Hasil penyelidikan polisi, ternyata pelakunya dua anak kandung dari korban. Kombes Nicolas Ari lipaly mengungkapkan pelaku sudah ditangkap. Mereka adalah dua orang remaja putri berinisial K (17) dan P (16). Penyebabnya karena sakit hati dimarahi ayahnya setelah ketahuan mencuri uang milik sang ayah tersebut (liputan6.com, 23-06-2024).
Ada apa dengan emosi remaja tadi yang begitu tidak terkendali? Di manakah perannya sebagai seorang anak yang sudah seharusnya memuliakan orang tua, termasuk ayah di dalamnya? Bila kita cermati, perilaku remaja saat ini kian hari semakin memprihatinkan. Bayangkan saja, hanya persoalan dimarahi karena ketahuan mencuri, lantas tega menghabisi nyawa bapaknya.
Perilaku remaja yang labil dan kejam dibarengi dengan tidak adanya aspek penjaga perilaku mereka, menjadikan rasa kasih seolah hilang dari diri mereka. Padahal remaja sejatinya menjadi komponen penting dalam mewujudkan kebangkitan untuk perubahan. Di tangan merekalah lentera peradaban Islam berada
Namun ironisnya, pembawa lentera itu terjerumus ke dalam perilaku mengerikan yang tak berperikemanusiaan. Hilangnya peran dan fungsi seorang anak dalam keluarga, yang seharusnya menghormati dan menyayangi kedua orangtuanya, tidak bisa dilepaskan dari begitu kuatnya ide liberalisme yang berdasar pada sekularisme.
Sistem sekularisme telah menggerus akhlak para remaja, sehingga mereka menjadi liar tak terkendali. Sistem ini telah melahirkan generasi lemah iman sehingga tidak mampu mengontrol emosinya.

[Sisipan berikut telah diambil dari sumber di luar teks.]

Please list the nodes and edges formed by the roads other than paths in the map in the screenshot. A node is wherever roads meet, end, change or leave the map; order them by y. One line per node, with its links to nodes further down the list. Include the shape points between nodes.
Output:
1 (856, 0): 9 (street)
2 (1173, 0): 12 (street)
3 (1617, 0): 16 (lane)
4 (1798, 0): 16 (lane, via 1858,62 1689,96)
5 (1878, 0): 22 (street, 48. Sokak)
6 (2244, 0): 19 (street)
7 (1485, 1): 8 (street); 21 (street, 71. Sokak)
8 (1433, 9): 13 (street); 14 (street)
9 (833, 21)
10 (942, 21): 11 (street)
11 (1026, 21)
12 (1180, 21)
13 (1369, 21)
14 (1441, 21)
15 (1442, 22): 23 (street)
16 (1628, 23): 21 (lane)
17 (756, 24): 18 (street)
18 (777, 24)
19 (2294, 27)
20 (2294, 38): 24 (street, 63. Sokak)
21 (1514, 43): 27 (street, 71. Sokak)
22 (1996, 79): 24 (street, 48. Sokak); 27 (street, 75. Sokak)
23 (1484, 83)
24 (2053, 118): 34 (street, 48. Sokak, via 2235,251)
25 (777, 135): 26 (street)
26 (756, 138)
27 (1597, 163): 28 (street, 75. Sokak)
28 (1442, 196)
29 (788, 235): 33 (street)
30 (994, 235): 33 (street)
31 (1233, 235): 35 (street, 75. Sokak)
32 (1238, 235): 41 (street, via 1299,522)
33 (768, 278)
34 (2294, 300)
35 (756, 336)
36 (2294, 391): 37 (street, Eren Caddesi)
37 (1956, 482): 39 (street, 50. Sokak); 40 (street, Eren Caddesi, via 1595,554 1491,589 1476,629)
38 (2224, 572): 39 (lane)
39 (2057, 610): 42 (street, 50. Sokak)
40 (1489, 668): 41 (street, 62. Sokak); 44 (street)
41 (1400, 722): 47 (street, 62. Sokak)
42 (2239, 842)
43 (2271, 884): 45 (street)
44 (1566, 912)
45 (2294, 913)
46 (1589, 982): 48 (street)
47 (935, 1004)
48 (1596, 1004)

Rendahnya keimanan dan tipisnya ketakwaan individu, mendorong mereka bebas bertindak dan berperilaku sehingga begitu sulit mengendalikan emosinya.
Penerapan sistem hidup sekuler telah gagal memanusiakan manusia. Sehingga naluri dan akal pikiran tidak terpelihara dengan semestinya. Maka lahirlah generasi yang rapuh. Berbeda dengan sistem Islam. Sistem yang berasal dari Dzat Yang Maha Agung ini telah berhasil menorehkan peradaban agung sepanjang sejarah peradaban manusia.
Sistem ini telah melahirkan generasi pembawa lentera kebangkitan Islam, yang memiliki kepribadian Islam sehingga mereka memahami peran dan fungsinya sebagai anak. Sistem Islam telah menyandarkan akal pada akidah Islam, sehingga memunculkan keterikatan terhadap hukum syara dalam setiap amal perbuatan.
Sistem ini telah memposisikan manusia sesuai dengan perannya masing-masing. Di dalam keluarga, sistem ini telah menempatkan posisi manusia, baik sebagai ayah, ibu, termasuk anak. Peran dan fungsi masing-masing telah sangat jelas diatur oleh Islam.
Para anak diwajibkan berbuat baik pada orang tuanya. Berbicara secara santun dengan suara yang lebih rendah dibanding orang tuanya. Membantu kesulitan orang tuanya, mendo’akan, merawat, mengurus, dan lain sebagainya. Untuk menyelamatkan generasi sudah waktunya kita kembali kepada Islam secara menyeluruh dalam semua aspek kehidupan.